Ivarans Rederi AS was a merchant steamship company founded in Norway by Ivar Anton Christensen in 1902.
The flag was red with a white "C" in the middle, for the founder's family name: Christensen (a picture of this flag can be viewed at FOTW).

History

Stockard Steamship Corporation
Stockard Steamship Company of New York was the major agent of Ivaran  for many years. Ivaran had an involvement with Stockard resulted from World War II as they operated a tramping service between the East Coast of USA and South America which was previously managed by fellow Norwegian company A/S Holter Sørensens.
In Merchant Ships (The Macmillan Company; 1944),  E.C. Talbot-Booth shows the vessels Ivaran and Lise in the name of Ivaran Lines which fits with the name based New York given by F. J. N. Wedge in Brown’s Flags and Funnels (Brown, Son and Ferguson; 1951). Subsequently Ivarans appear to have re-established in Oslo under their own name.

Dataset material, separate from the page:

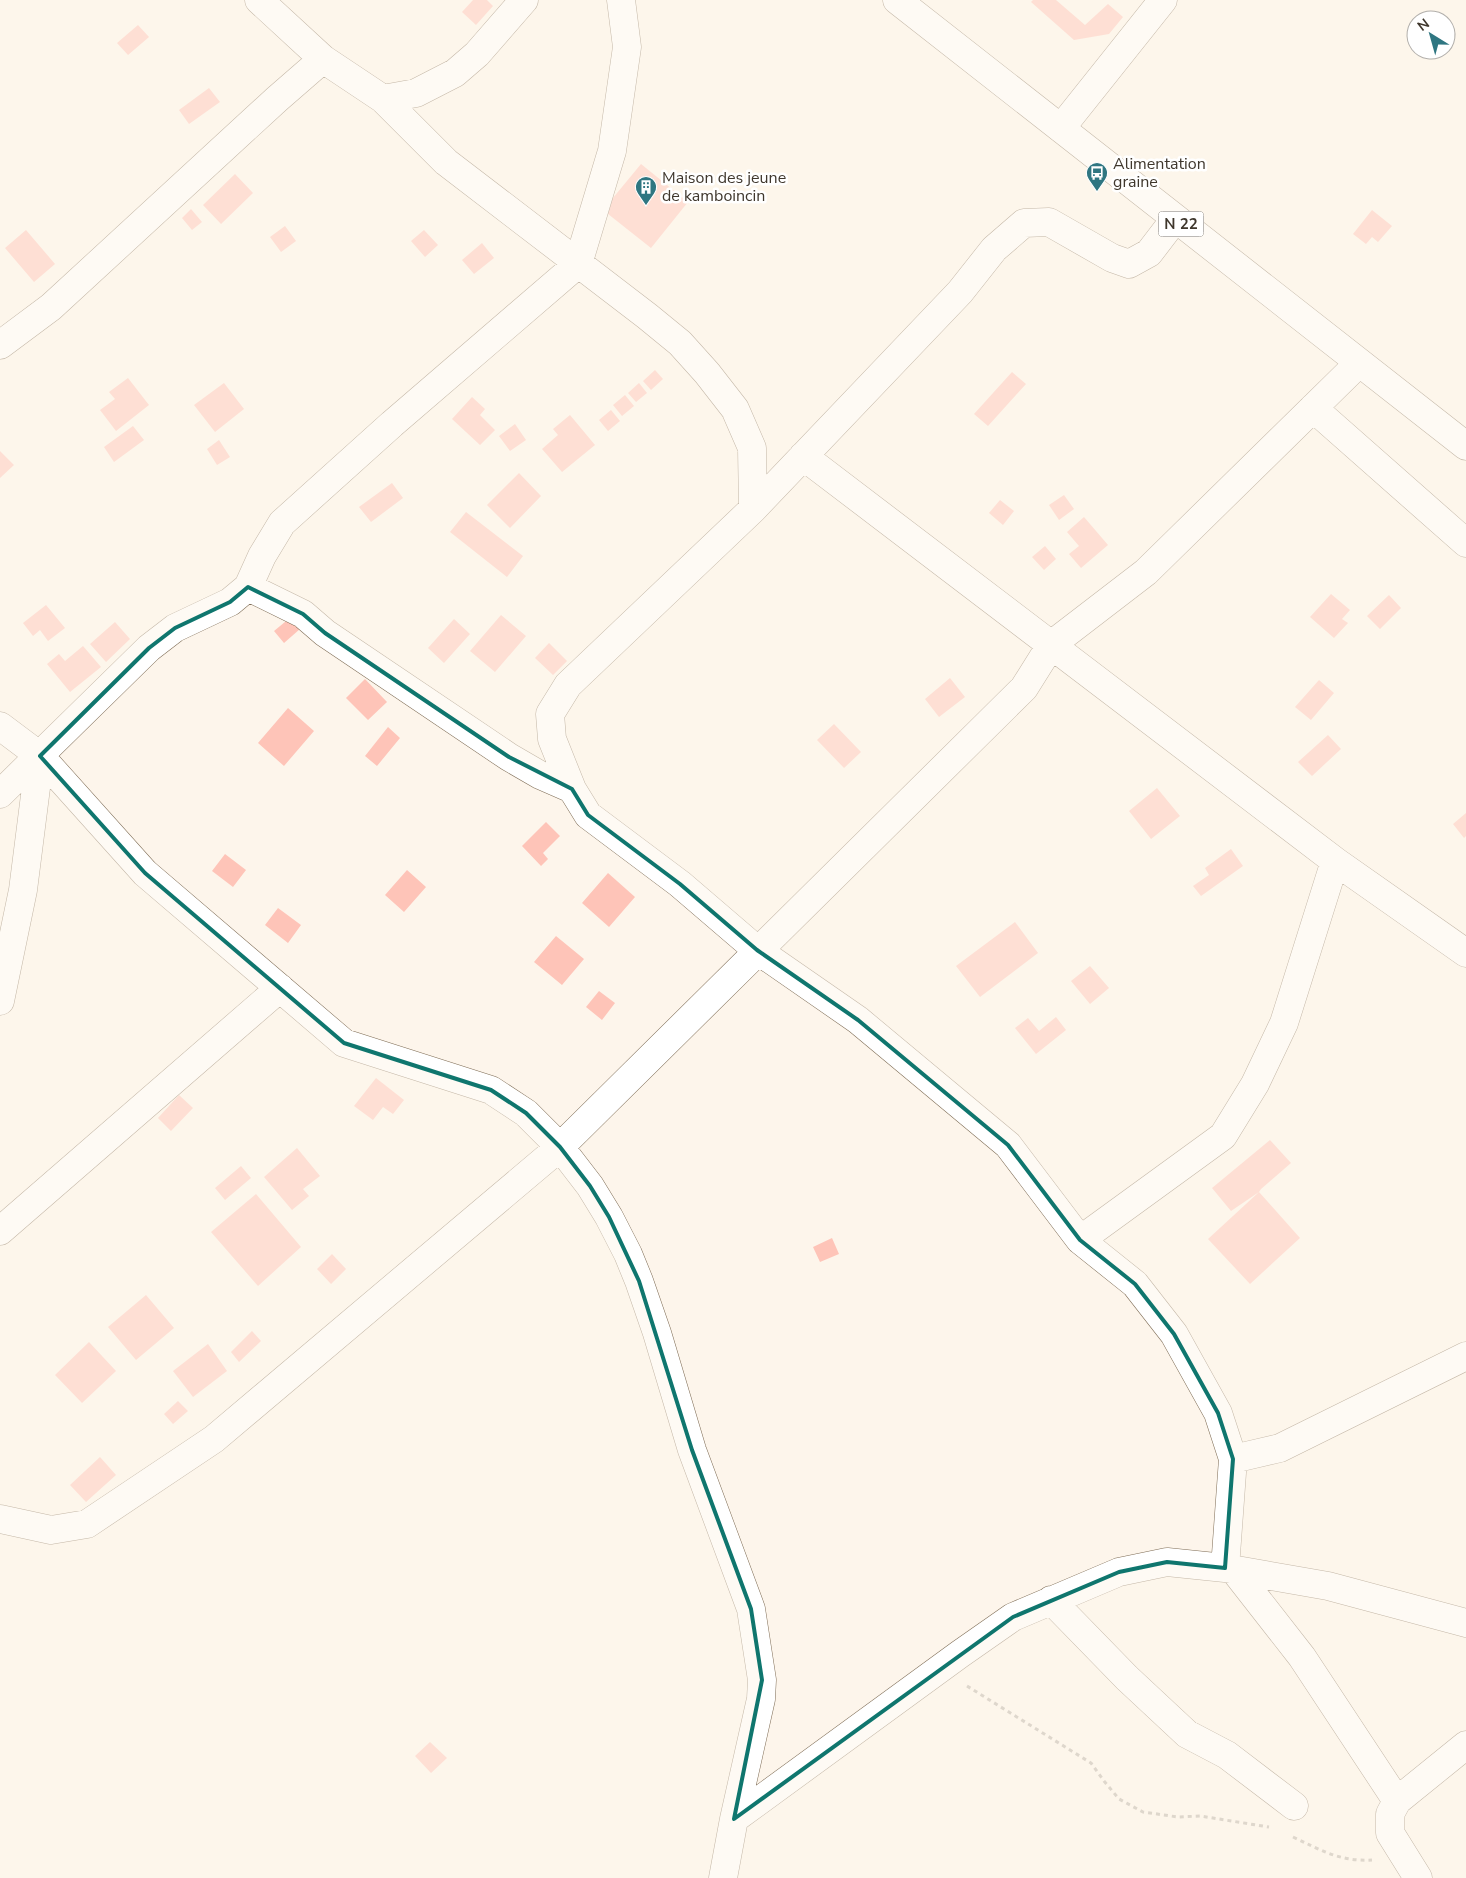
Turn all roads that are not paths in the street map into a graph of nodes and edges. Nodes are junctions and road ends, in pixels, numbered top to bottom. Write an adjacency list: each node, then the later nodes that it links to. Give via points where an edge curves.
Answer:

Stockard Steamship Corporation was active with charter shipping with the Maritime Commission and War Shipping Administration for World War II. The ship was run by its Stockard Steamship Corporation crew and the US Navy supplied United States Navy Armed Guards to man the deck guns and radio.

CP Ships
Ivaran Lines was bought by CP Ships in May 1998, being unprofitable at that time. The last Ivaran's chairman was Eirik Holter-Sorensen. CP's Ivaran brand name was replaced by the Lykes Lines brand in 2000. By 2001 CP Ships was the seventh largest carrier in the world.

When acquired by CP Ships, Ivaran Lines was operating the following services:
 U.S. East Coast to East Coast South America (with Columbus Line and Alianca) 
 U.S. Gulf Coast to East Coast South America (with Grupo Libra and TMM)
 U.S. Gulf Coast to Central America and the Caribbean.

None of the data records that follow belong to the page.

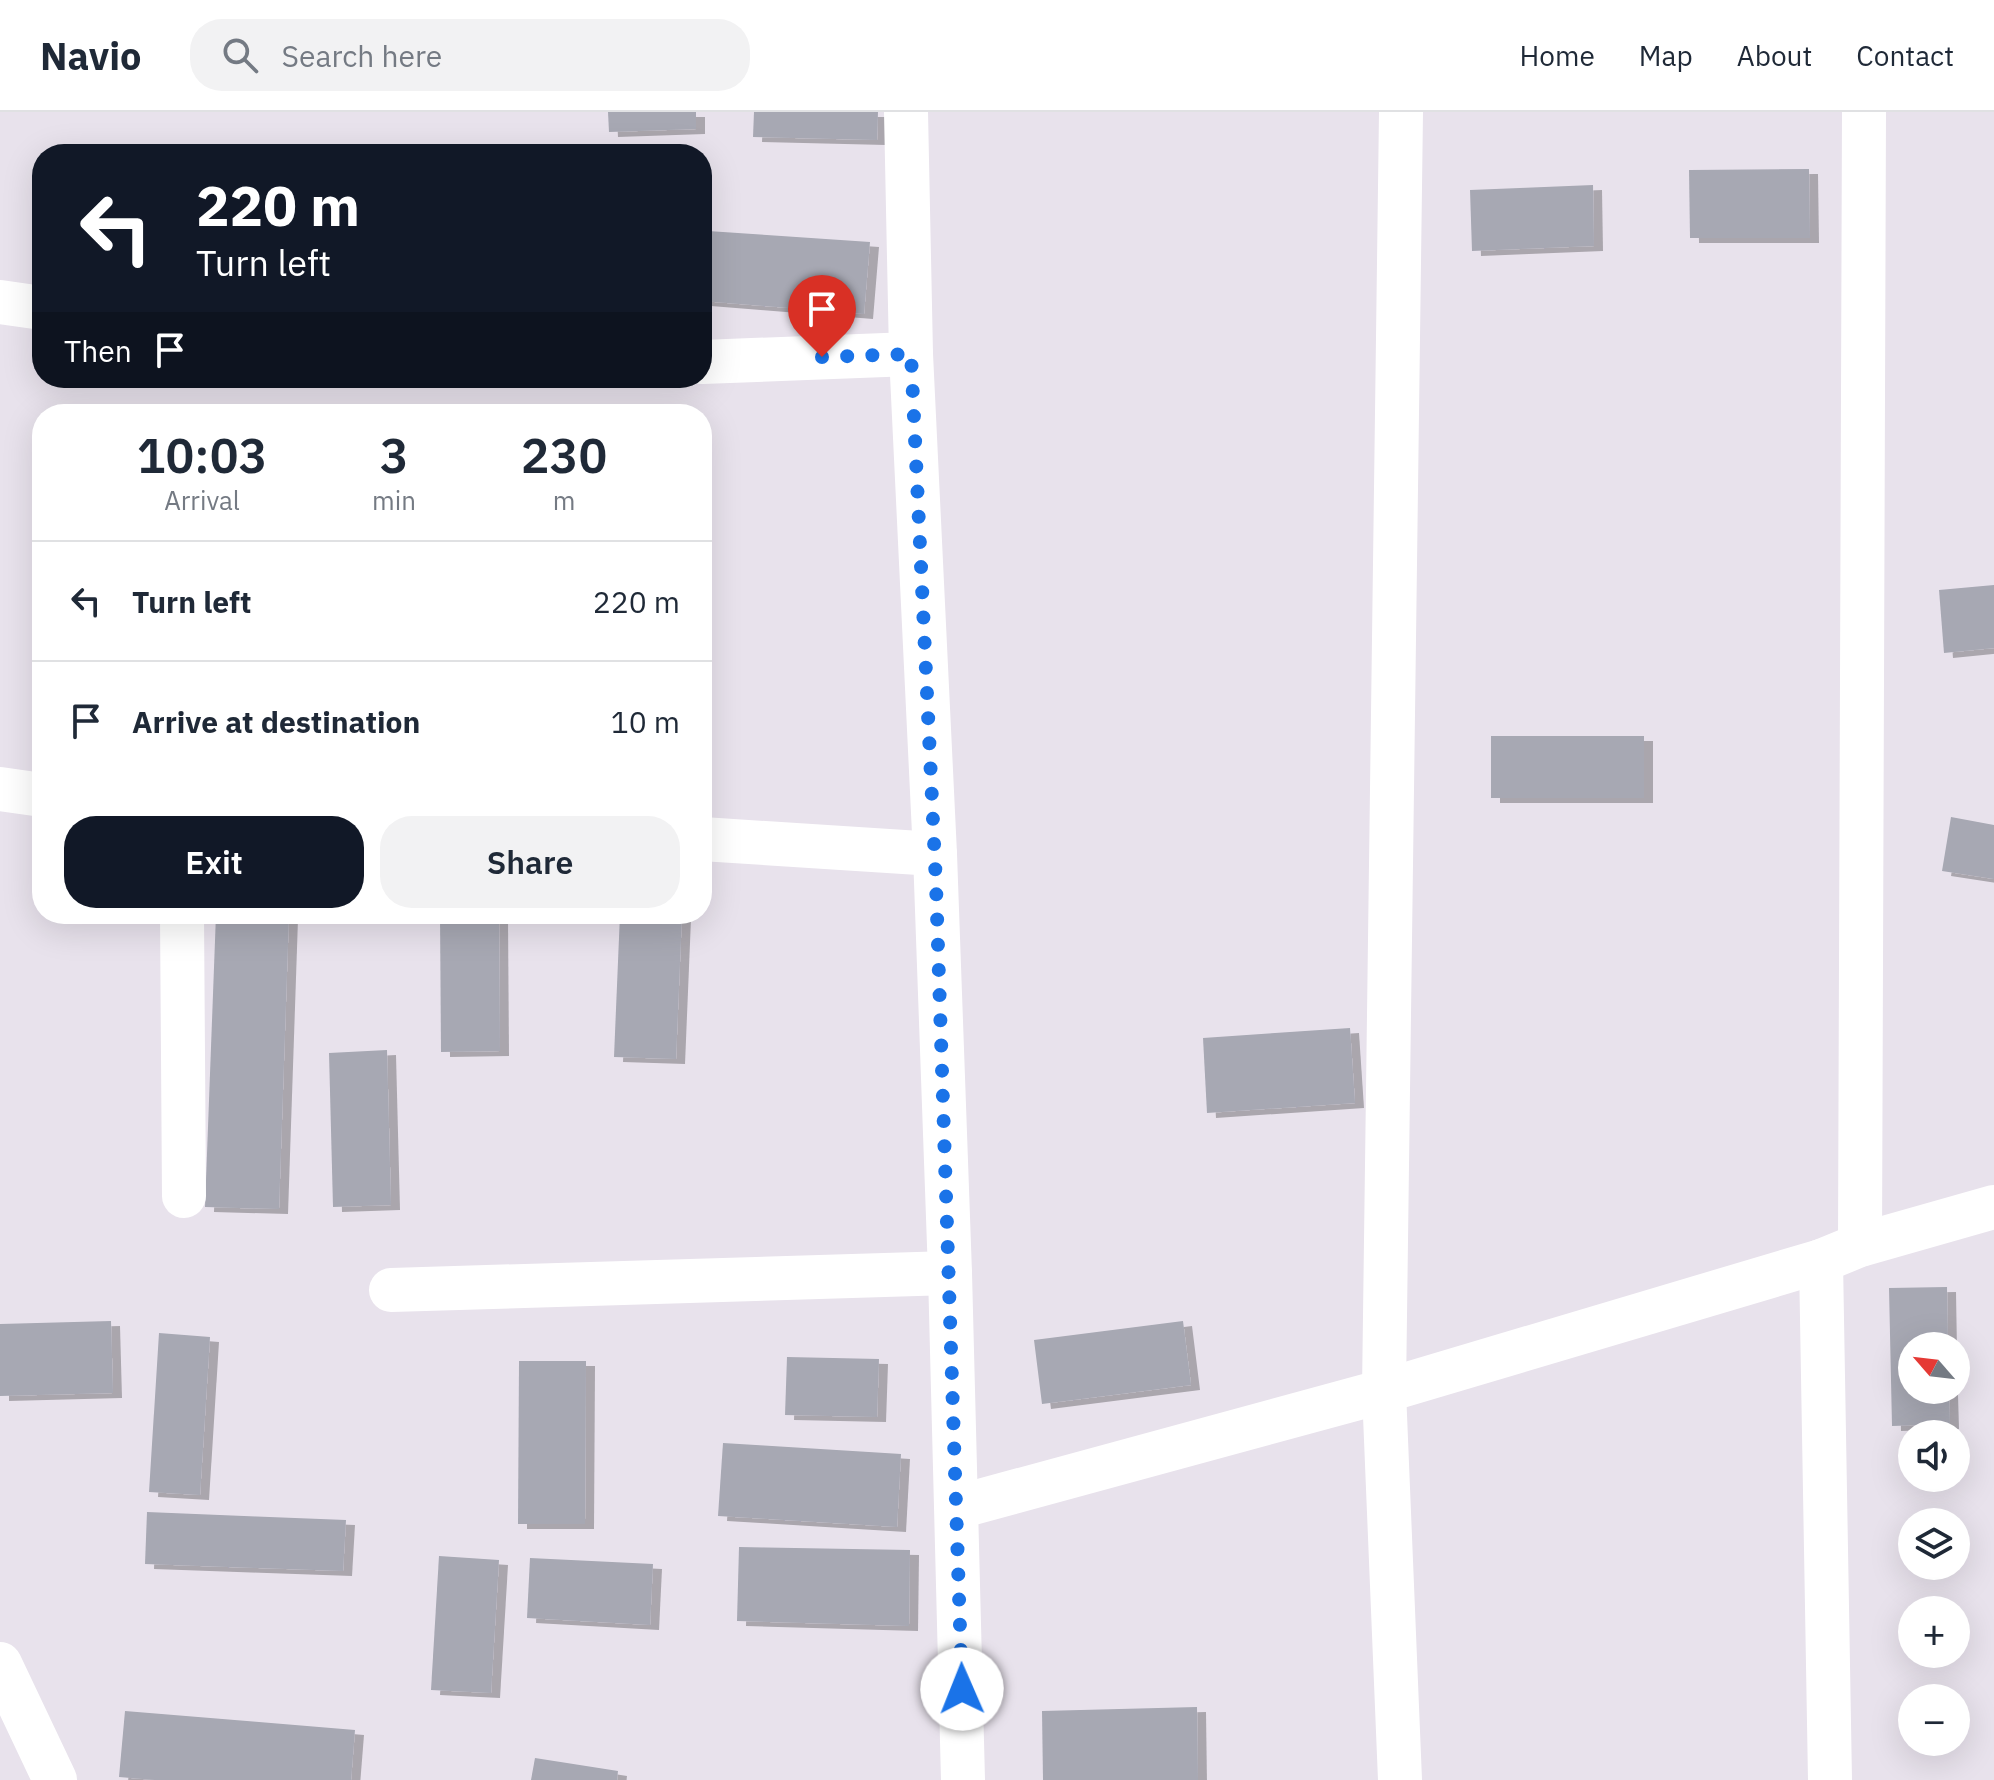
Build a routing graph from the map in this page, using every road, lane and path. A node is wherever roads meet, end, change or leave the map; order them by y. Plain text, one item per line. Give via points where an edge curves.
1 (906, 112) edge
2 (1401, 112) edge
3 (1864, 112) edge
4 (0, 302) edge
5 (32, 307) edge
6 (911, 354) junction
7 (712, 362) edge
8 (0, 789) edge
9 (32, 794) edge
10 (712, 840) edge
11 (935, 854) junction
12 (182, 924) edge
13 (184, 1196) dead end
14 (1994, 1207) edge
15 (1841, 1253) junction
16 (950, 1273) junction
17 (391, 1290) dead end
18 (1384, 1391) junction
19 (958, 1507) junction
20 (0, 1664) edge
21 (55, 1780) edge
22 (963, 1780) edge
23 (1400, 1780) edge
24 (1830, 1780) edge

1 - 6 street
2 - 18 street
3 - 15 street
4 - 5 street
6 - 7 street
6 - 11 street
8 - 9 street
10 - 11 street
11 - 16 street
12 - 13 street
14 - 15 street
15 - 18 street
15 - 24 street
16 - 17 street
16 - 19 street
18 - 19 street
18 - 23 street
19 - 22 street
20 - 21 street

CP Ships was bought out in late 2005 by TUI AG and merged in mid-2006 in the Hapag-Lloyd organization.

International identifiers
SCAC Code: IVAU
BIC Code (Container prefixes): IVLU

Vessels
In the final 1980s and 1990s the fleet was composed of multi-purpose container ships, which had names taken from the Channel Islands, in Southern California, USA:
 Salvador 
 Santa Fe 
 San Diego
 San Clemente
 San Lorenzo
 San Miguel
 San Nicolas
 San Pedro
 San Isidro
 Santa Cruz
 San Francisco(LPG)
 Santos
 São Paulo
 Savannah
 San Luis
 San Nicolas X
 Santa Rosa
 San Marino
 San Martin
 San Juan
 Santa Catarina
 San Antonio
 Santa Margarita

They were also operating a combined container-passenger ship, the Americana.

In 1998, Ivaran Lines had a fleet of 13 container ships with a capacity between 563 and 1742 TEU.

Stockard Steamship World War II
Stockard Steamship operated for World War II ships:
Victory ships:
SS Attleboro Victory

Liberty ships:
SS Dan Beard
SS Daniel Chester French
SS Paul Chandler
SS Joseph C. Lincoln
SS John L. Elliott
SS John W. Garrett
SS George R. Poole
SS Thomas Sinnickson, sank July 7, 1943 torpedoed by U.185 off Brazil 
SS William Crompton
SS Charles N. Cole
SS Jesse Cottrell
SS W. S. Jennings
SS Wendell L. Willkie
SS Edgar E Clark
SS John H. McIntosh
 other
SS Coastal Sentry

See also
 CP Ships
 Hapag-Lloyd

References

Other sources
 SECDatabase.com:  CP SHIPS LTD, Form 6-K, Filing Date Sep 7, 2004
 Locistics Management, 01. May 1998

External links
Maritime Timetable images (Collection of old company brochures)
IVARAN group on facebook (IVARAN group on Facebook)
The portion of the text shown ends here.